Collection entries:
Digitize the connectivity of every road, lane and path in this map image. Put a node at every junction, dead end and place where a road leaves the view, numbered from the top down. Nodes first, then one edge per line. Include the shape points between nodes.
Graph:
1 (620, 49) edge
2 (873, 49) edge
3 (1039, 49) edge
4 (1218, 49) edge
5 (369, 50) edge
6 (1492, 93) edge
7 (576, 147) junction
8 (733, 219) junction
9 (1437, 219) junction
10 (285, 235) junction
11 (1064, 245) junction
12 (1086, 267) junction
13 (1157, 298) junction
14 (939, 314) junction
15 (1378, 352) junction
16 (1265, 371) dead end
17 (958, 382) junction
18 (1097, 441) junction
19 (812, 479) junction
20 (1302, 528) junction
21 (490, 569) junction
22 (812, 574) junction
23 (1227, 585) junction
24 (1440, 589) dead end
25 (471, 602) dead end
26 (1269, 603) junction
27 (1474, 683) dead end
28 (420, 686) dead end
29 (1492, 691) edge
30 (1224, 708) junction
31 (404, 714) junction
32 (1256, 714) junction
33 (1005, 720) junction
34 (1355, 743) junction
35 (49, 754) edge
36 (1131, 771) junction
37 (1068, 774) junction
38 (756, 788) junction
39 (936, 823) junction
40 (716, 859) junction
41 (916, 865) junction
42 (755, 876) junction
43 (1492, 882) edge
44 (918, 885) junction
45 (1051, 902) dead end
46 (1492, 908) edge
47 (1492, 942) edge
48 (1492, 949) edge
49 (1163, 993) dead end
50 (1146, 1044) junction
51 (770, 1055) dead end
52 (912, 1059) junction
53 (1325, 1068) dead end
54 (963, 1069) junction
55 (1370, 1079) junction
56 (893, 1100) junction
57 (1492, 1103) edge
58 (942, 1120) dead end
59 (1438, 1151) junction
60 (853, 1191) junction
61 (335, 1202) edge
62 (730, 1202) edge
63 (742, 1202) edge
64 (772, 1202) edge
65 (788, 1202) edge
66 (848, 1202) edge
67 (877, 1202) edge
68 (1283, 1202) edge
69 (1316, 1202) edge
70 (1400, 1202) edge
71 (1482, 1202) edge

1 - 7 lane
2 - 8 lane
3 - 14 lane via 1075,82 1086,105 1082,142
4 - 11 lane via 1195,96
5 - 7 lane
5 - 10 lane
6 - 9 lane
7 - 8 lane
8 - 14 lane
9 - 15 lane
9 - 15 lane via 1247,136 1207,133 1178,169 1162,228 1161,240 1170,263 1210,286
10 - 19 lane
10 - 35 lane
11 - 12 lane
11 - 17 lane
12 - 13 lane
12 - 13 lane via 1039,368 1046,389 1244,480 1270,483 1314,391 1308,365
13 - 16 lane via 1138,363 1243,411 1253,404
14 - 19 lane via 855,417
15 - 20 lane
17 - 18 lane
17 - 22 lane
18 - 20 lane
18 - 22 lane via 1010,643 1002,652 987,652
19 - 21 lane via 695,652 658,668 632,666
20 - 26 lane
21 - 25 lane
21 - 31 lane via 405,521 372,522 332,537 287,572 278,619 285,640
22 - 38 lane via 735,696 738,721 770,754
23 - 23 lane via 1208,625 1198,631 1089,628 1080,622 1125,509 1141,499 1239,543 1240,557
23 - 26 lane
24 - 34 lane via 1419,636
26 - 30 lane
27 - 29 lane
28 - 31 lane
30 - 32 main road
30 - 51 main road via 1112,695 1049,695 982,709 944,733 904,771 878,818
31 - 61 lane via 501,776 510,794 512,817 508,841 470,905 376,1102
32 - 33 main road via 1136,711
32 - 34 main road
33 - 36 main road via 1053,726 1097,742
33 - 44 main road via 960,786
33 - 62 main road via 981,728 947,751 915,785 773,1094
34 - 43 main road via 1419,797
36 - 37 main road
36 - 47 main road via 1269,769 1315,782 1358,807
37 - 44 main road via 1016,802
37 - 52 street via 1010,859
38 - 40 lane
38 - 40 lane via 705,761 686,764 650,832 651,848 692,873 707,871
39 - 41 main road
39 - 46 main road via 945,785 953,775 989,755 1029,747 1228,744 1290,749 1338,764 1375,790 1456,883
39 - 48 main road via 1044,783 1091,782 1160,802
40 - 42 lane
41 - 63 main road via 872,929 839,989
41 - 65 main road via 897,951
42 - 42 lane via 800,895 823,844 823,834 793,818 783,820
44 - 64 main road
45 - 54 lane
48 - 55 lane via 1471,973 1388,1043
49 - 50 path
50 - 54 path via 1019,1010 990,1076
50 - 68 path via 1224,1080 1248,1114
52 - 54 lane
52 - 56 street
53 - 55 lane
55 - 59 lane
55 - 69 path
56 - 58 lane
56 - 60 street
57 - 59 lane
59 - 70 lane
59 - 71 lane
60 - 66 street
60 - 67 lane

* * *

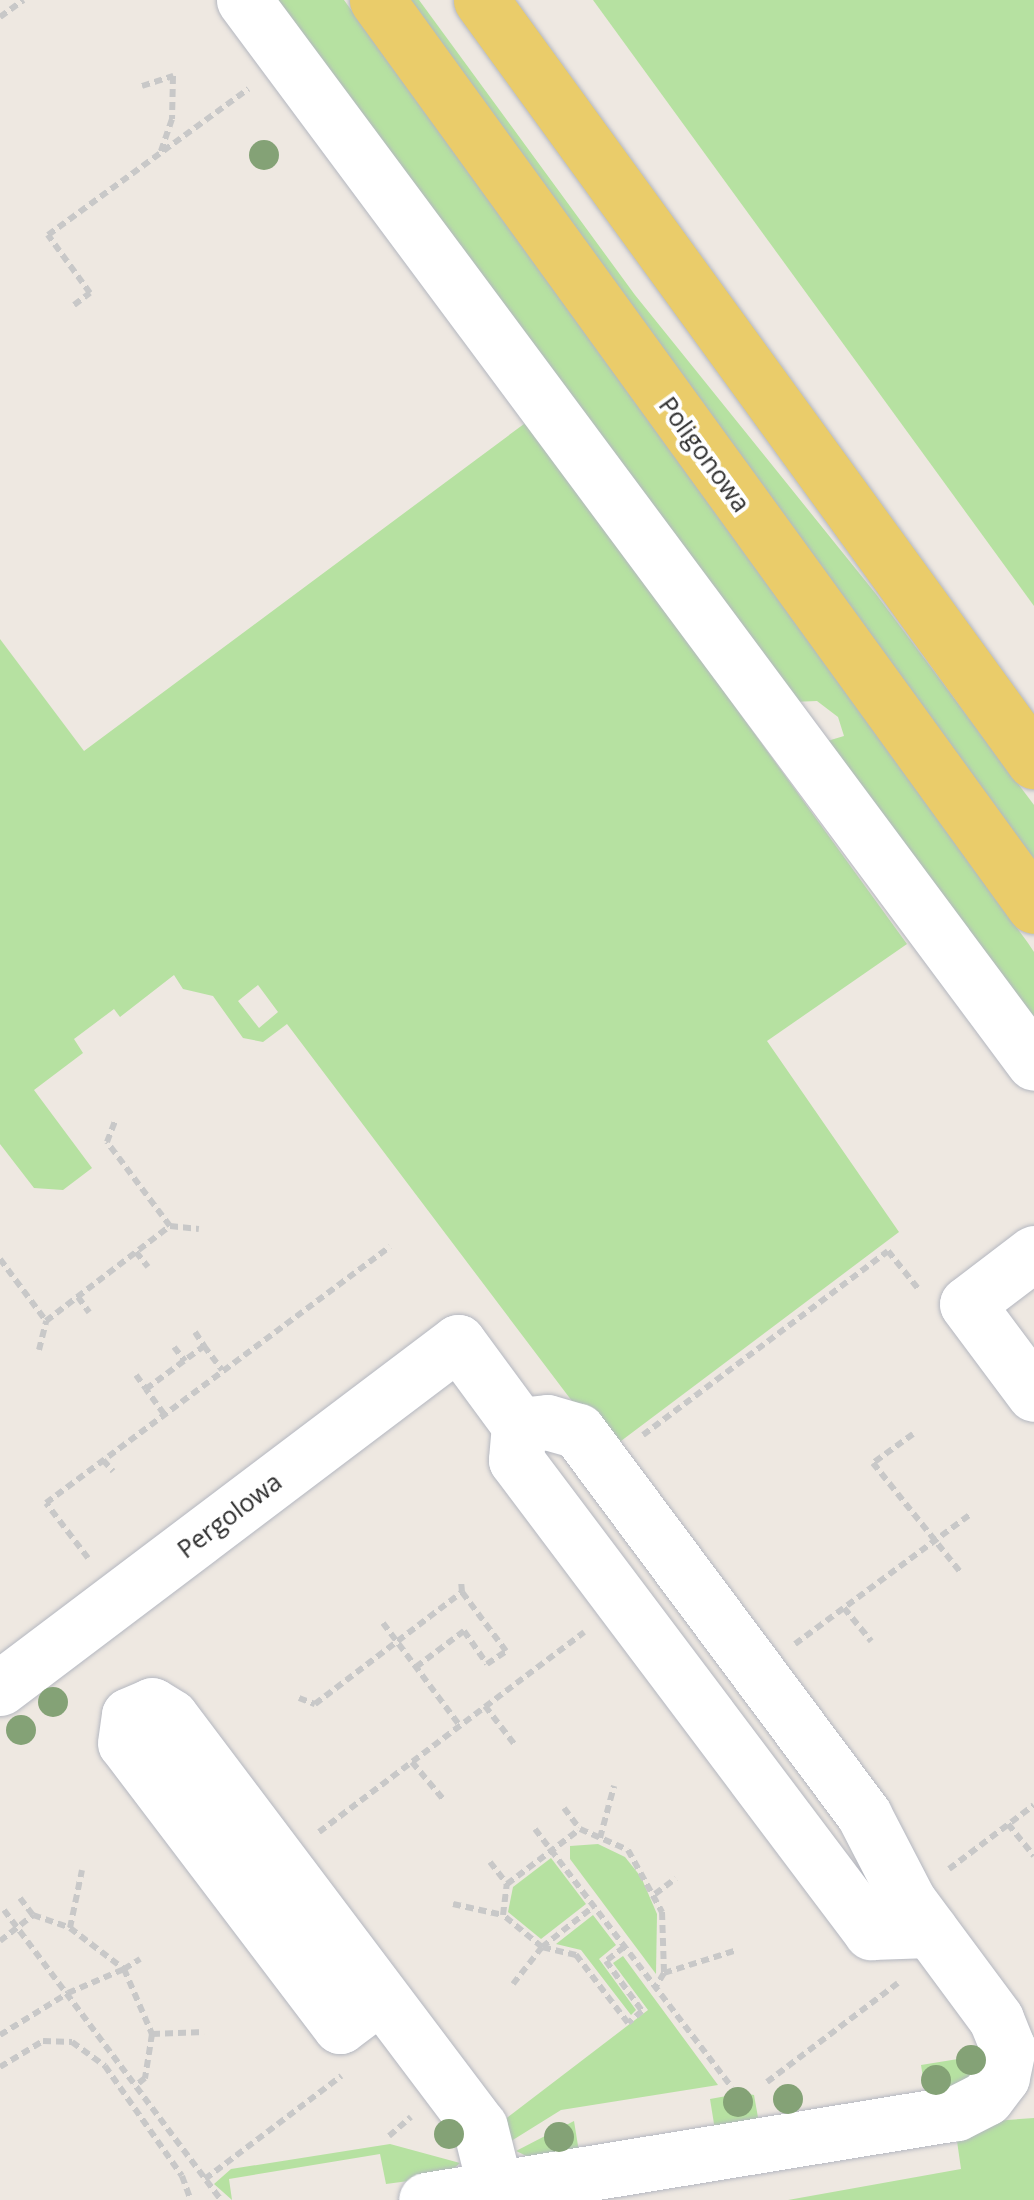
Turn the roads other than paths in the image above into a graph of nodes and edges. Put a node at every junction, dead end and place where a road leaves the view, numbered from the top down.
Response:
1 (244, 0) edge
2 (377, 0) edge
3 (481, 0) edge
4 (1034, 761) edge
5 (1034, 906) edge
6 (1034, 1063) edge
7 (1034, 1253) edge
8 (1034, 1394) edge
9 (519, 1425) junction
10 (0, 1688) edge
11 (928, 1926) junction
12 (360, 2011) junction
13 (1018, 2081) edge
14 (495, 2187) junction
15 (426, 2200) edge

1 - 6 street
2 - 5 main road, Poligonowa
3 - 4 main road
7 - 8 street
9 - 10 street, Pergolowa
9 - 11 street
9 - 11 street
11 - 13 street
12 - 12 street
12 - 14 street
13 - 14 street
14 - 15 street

TASK TO COMPLETE: If a line in the records above has the word "place", copy it out.

RESPONSE TO THE TASK:
Digitize the connectivity of every road, lane and path in this map image. Put a node at every junction, dead end and place where a road leaves the view, numbered from the top down. Nodes first, then one edge per line. Include the shape points between nodes.
Turn the roads other than paths in the image above into a graph of nodes and edges. Put a node at every junction, dead end and place where a road leaves the view, numbered from the top down.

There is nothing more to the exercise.